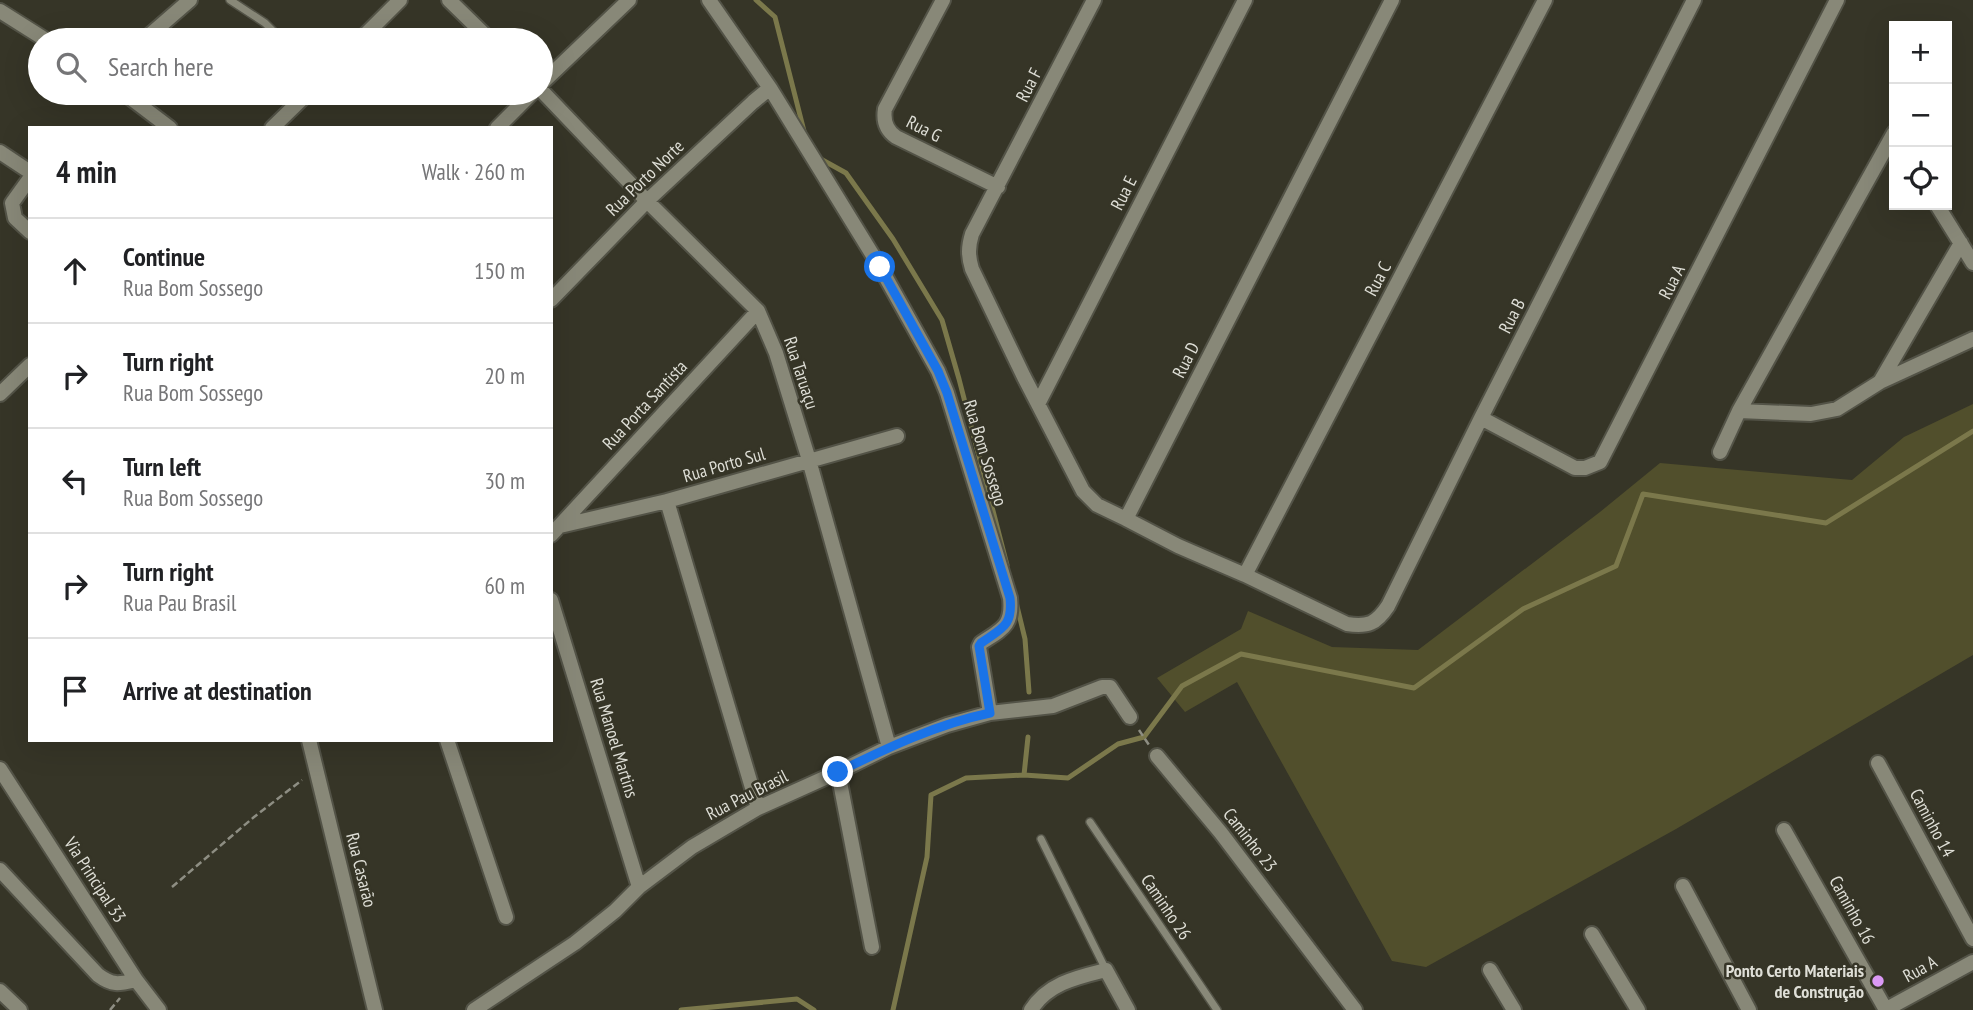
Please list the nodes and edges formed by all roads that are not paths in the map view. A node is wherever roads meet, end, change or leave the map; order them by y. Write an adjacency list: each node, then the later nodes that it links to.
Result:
1 (190, 0): 15 (street)
2 (230, 0): 16 (lane)
3 (400, 0): 17 (street)
4 (449, 0): 18 (street)
5 (629, 0): 20 (street)
6 (709, 0): 21 (street, Rua Bom Sossego)
7 (943, 0): 33 (street, Rua G)
8 (1094, 0): 33 (street, Rua F)
9 (1245, 0): 45 (street, Rua E)
10 (1392, 0): 52 (street, Rua D)
11 (1545, 0): 54 (street, Rua C)
12 (1694, 0): 47 (street, Rua B)
13 (1837, 0): 47 (street, Rua A)
14 (0, 11): 19 (street)
15 (158, 28)
16 (270, 28)
17 (372, 28)
18 (478, 28)
19 (28, 29)
20 (553, 73)
21 (770, 88): 34 (street, Rua Porto Norte); 56 (street, Rua Bom Sossego)
22 (553, 103): 34 (street, Rua Taruaçu)
23 (140, 105): 26 (street)
24 (296, 105): 27 (street)
25 (520, 105): 28 (street)
26 (167, 126)
27 (274, 126)
28 (499, 126)
29 (1889, 144): 46 (street)
30 (0, 152): 31 (street)
31 (28, 171)
32 (28, 180): 36 (street)
33 (999, 187): 45 (street)
34 (647, 201): 39 (street, Rua Porto Norte); 40 (street, Rua Taruaçu)
35 (1940, 210): 37 (street)
36 (28, 230)
37 (1961, 243): 38 (street); 43 (street)
38 (1973, 263)
39 (553, 298)
40 (758, 311): 50 (street, Rua Taruaçu); 53 (street, Rua Porta Santista)
41 (1973, 339): 43 (street)
42 (28, 367): 44 (street)
43 (1880, 382): 46 (street)
44 (0, 394)
45 (1038, 404): 52 (street)
46 (1738, 411): 49 (street)
47 (1481, 418): 54 (street, Rua B)
48 (897, 436): 50 (street, Rua Porto Sul)
49 (1720, 452)
50 (809, 460): 51 (street, Rua Porto Sul); 60 (street, Rua Taruaçu)
51 (667, 501): 53 (street, Rua Porto Sul); 65 (street)
52 (1126, 519): 54 (street)
53 (554, 526)
54 (1244, 575)
55 (553, 607): 71 (street, Rua Manoel Martins)
56 (990, 713): 57 (street, Rua Pau Brasil); 60 (street, Rua Pau Brasil)
57 (1130, 717)
58 (448, 742): 72 (street)
59 (314, 743): 83 (street, Rua Casarão)
60 (889, 747): 64 (street, Rua Pau Brasil)
61 (1157, 756): 88 (street, Caminho 23)
62 (1878, 763): 74 (street, Caminho 14)
63 (0, 769): 79 (street, Via Principal 33)
64 (838, 772): 65 (street, Rua Pau Brasil); 75 (street)
65 (758, 808): 71 (street, Rua Pau Brasil)
66 (1090, 822): 87 (lane, Caminho 26)
67 (1784, 830): 92 (street, Caminho 16)
68 (1041, 839): 77 (lane)
69 (0, 870): 79 (street)
70 (1682, 886): 91 (street)
71 (639, 887): 84 (street, Rua Pau Brasil)
72 (506, 917)
73 (1592, 934): 90 (street)
74 (1973, 939)
75 (872, 947)
76 (1973, 962): 92 (street, Rua A)
77 (1106, 970): 85 (street); 86 (street)
78 (1490, 970): 89 (street)
79 (136, 980): 82 (street, Via Principal 33)
80 (0, 991): 81 (street)
81 (20, 1010)
82 (159, 1010)
83 (375, 1010)
84 (474, 1010)
85 (1031, 1010)
86 (1128, 1010)
87 (1217, 1010)
88 (1356, 1010)
89 (1514, 1010)
90 (1638, 1010)
91 (1749, 1010)
92 (1886, 1010)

TASK DETAILS: Return each record exactly as given, excluding any image.

WRITTEN RESPONSE:
Please list the nodes and edges formed by all roads that are not paths in the map view. A node is wherever roads meet, end, change or leave the map; order them by y. Write an adjacency list: each node, then the later nodes that it links to.
Result:
1 (190, 0): 15 (street)
2 (230, 0): 16 (lane)
3 (400, 0): 17 (street)
4 (449, 0): 18 (street)
5 (629, 0): 20 (street)
6 (709, 0): 21 (street, Rua Bom Sossego)
7 (943, 0): 33 (street, Rua G)
8 (1094, 0): 33 (street, Rua F)
9 (1245, 0): 45 (street, Rua E)
10 (1392, 0): 52 (street, Rua D)
11 (1545, 0): 54 (street, Rua C)
12 (1694, 0): 47 (street, Rua B)
13 (1837, 0): 47 (street, Rua A)
14 (0, 11): 19 (street)
15 (158, 28)
16 (270, 28)
17 (372, 28)
18 (478, 28)
19 (28, 29)
20 (553, 73)
21 (770, 88): 34 (street, Rua Porto Norte); 56 (street, Rua Bom Sossego)
22 (553, 103): 34 (street, Rua Taruaçu)
23 (140, 105): 26 (street)
24 (296, 105): 27 (street)
25 (520, 105): 28 (street)
26 (167, 126)
27 (274, 126)
28 (499, 126)
29 (1889, 144): 46 (street)
30 (0, 152): 31 (street)
31 (28, 171)
32 (28, 180): 36 (street)
33 (999, 187): 45 (street)
34 (647, 201): 39 (street, Rua Porto Norte); 40 (street, Rua Taruaçu)
35 (1940, 210): 37 (street)
36 (28, 230)
37 (1961, 243): 38 (street); 43 (street)
38 (1973, 263)
39 (553, 298)
40 (758, 311): 50 (street, Rua Taruaçu); 53 (street, Rua Porta Santista)
41 (1973, 339): 43 (street)
42 (28, 367): 44 (street)
43 (1880, 382): 46 (street)
44 (0, 394)
45 (1038, 404): 52 (street)
46 (1738, 411): 49 (street)
47 (1481, 418): 54 (street, Rua B)
48 (897, 436): 50 (street, Rua Porto Sul)
49 (1720, 452)
50 (809, 460): 51 (street, Rua Porto Sul); 60 (street, Rua Taruaçu)
51 (667, 501): 53 (street, Rua Porto Sul); 65 (street)
52 (1126, 519): 54 (street)
53 (554, 526)
54 (1244, 575)
55 (553, 607): 71 (street, Rua Manoel Martins)
56 (990, 713): 57 (street, Rua Pau Brasil); 60 (street, Rua Pau Brasil)
57 (1130, 717)
58 (448, 742): 72 (street)
59 (314, 743): 83 (street, Rua Casarão)
60 (889, 747): 64 (street, Rua Pau Brasil)
61 (1157, 756): 88 (street, Caminho 23)
62 (1878, 763): 74 (street, Caminho 14)
63 (0, 769): 79 (street, Via Principal 33)
64 (838, 772): 65 (street, Rua Pau Brasil); 75 (street)
65 (758, 808): 71 (street, Rua Pau Brasil)
66 (1090, 822): 87 (lane, Caminho 26)
67 (1784, 830): 92 (street, Caminho 16)
68 (1041, 839): 77 (lane)
69 (0, 870): 79 (street)
70 (1682, 886): 91 (street)
71 (639, 887): 84 (street, Rua Pau Brasil)
72 (506, 917)
73 (1592, 934): 90 (street)
74 (1973, 939)
75 (872, 947)
76 (1973, 962): 92 (street, Rua A)
77 (1106, 970): 85 (street); 86 (street)
78 (1490, 970): 89 (street)
79 (136, 980): 82 (street, Via Principal 33)
80 (0, 991): 81 (street)
81 (20, 1010)
82 (159, 1010)
83 (375, 1010)
84 (474, 1010)
85 (1031, 1010)
86 (1128, 1010)
87 (1217, 1010)
88 (1356, 1010)
89 (1514, 1010)
90 (1638, 1010)
91 (1749, 1010)
92 (1886, 1010)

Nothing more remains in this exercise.